Colombia: Businesses in Colombia have called on the government to expand measures to help companies ravaged by the consequences of the coronavirus lockdown, which President Ivan Duque extended to April 27. The top business sectors affected by the lockdown are restaurants, stores, tourism, airlines and factories that do not make food- or health-related items. Duque’s government has already promised credit guarantees of up to 12 trillion pesos (about $3 billion) for small and medium-sized companies. But businesses are worried about bankrupcies and widespread layoffs, saying more is needed. The government, meanwhile, has continued to use all tools in its disposal to make citizens comply with the lockdown measures, including the deployment of Colombia’s military. Police have issued warnings and fines people for flouting quarantine rules. Latest figures: 1,579 infected, 46 deaths, 88 recovered.

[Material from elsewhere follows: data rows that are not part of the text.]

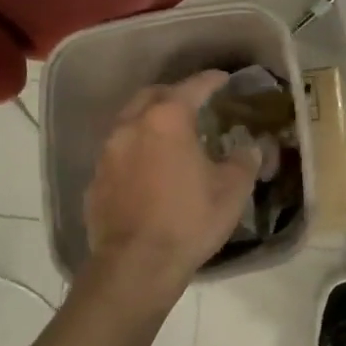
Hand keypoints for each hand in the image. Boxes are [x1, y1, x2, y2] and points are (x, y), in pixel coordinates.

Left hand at [83, 71, 259, 303]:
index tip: (224, 79)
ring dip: (150, 121)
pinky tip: (148, 169)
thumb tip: (250, 148)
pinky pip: (118, 153)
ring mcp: (108, 153)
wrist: (135, 267)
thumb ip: (244, 161)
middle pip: (153, 95)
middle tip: (194, 104)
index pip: (193, 86)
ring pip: (130, 121)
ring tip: (170, 135)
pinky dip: (135, 150)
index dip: (211, 80)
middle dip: (174, 94)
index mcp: (167, 119)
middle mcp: (132, 126)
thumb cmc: (189, 220)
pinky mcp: (95, 180)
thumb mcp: (232, 190)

Mexico: Authorities in Mexico are speaking out publicly against a rise in harassment and attacks on health workers in the country. ”There have been cases, you could say isolated, but all outrageous,” the Mexican undersecretary of health, Hugo Lopez-Gatell, said. ”It’s even more outrageous when it concerns the health professionals that we all depend on in this moment, because they are on the front lines facing this epidemic,” he added. A hospital in Guadalajara, Mexico’s second-largest city, told its health workers to wear civilian clothes to and from work, instead of their scrubs or uniforms, because some public buses refused to allow them to board. This week an individual threw flammable liquid on the doors of a new hospital under construction in the northern border state of Nuevo Leon. Edith Mujica Chavez, president of Jalisco state’s Interinstitutional Commission of Nurses, also denounced attacks suffered by health workers, which included physical aggression, verbal harassment and even having bleach solutions thrown at nurses. Latest figures: 2,439 infected, 125 deaths, 633 recovered.

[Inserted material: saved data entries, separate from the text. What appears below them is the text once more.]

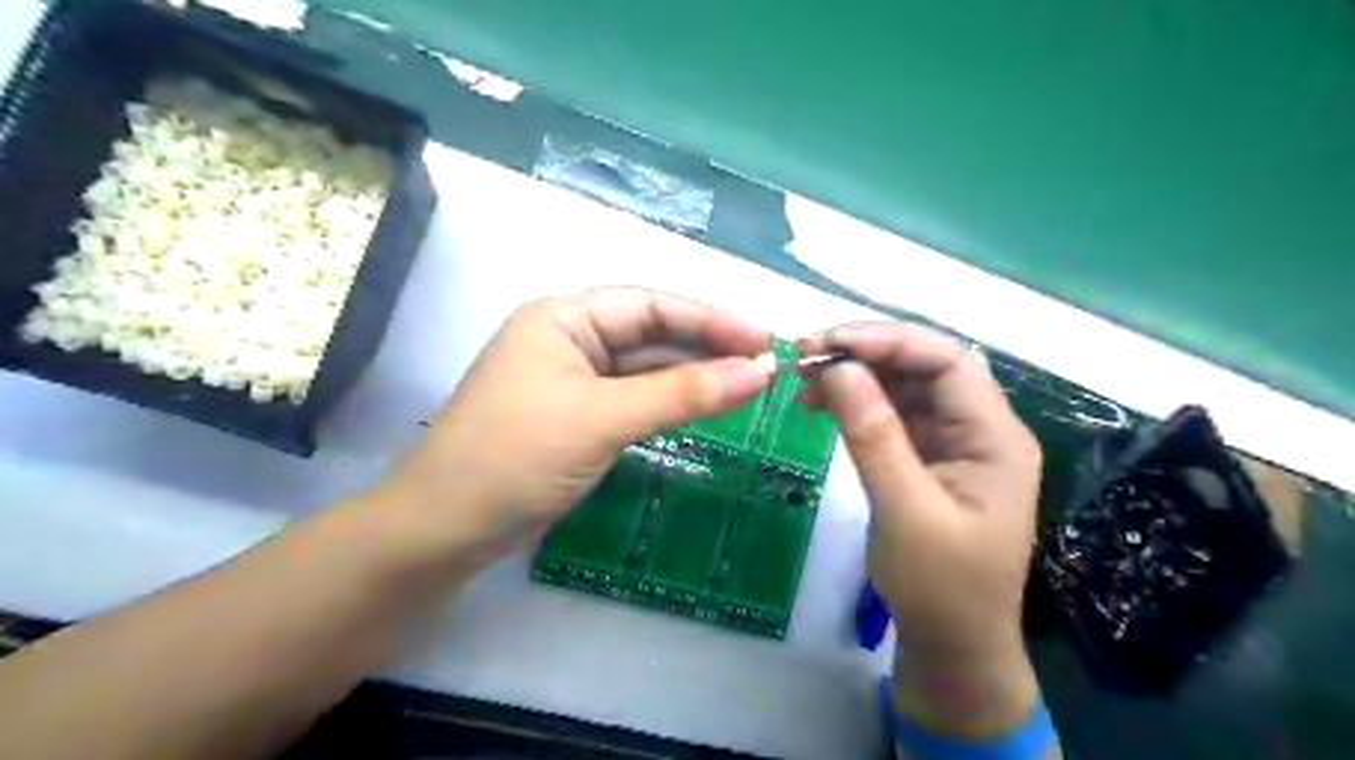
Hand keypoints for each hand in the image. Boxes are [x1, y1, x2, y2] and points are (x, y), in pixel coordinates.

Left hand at [369, 288, 773, 573]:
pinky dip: (669, 403)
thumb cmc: (516, 458)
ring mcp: (572, 380)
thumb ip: (684, 393)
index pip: (652, 306)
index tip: (766, 340)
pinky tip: (704, 408)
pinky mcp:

Read more: How the coronavirus lockdown is hitting Mexico’s drug cartels
Venezuela: The government has quarantined thousands of migrant returnees in makeshift shelters along the border, officials and rights activists said. Venezuelans who had fled the country’s economic collapse have begun returning home as neighboring Colombia restricted economic activity due to the coronavirus epidemic, leaving many refugees without money to buy food or pay rent. More than 2,100 migrants returning from Colombia to Venezuela were ordered to remain in schools and unused government buildings near the border that lack sanitary conditions, opposition lawmakers said. Some 625 Venezuelans have also crossed into the country from Brazil, according to officials in the eastern border state of Bolivar, where they have been kept in makeshift shelters in local motels and government buildings. The influx now presents a threat to Venezuela’s medical system, which has severely decayed in the past six years. Medical experts warn that the crumbling health system could be quickly overwhelmed if COVID-19 spreads. Latest figures: 165 infected, 7 deaths, 65 recovered.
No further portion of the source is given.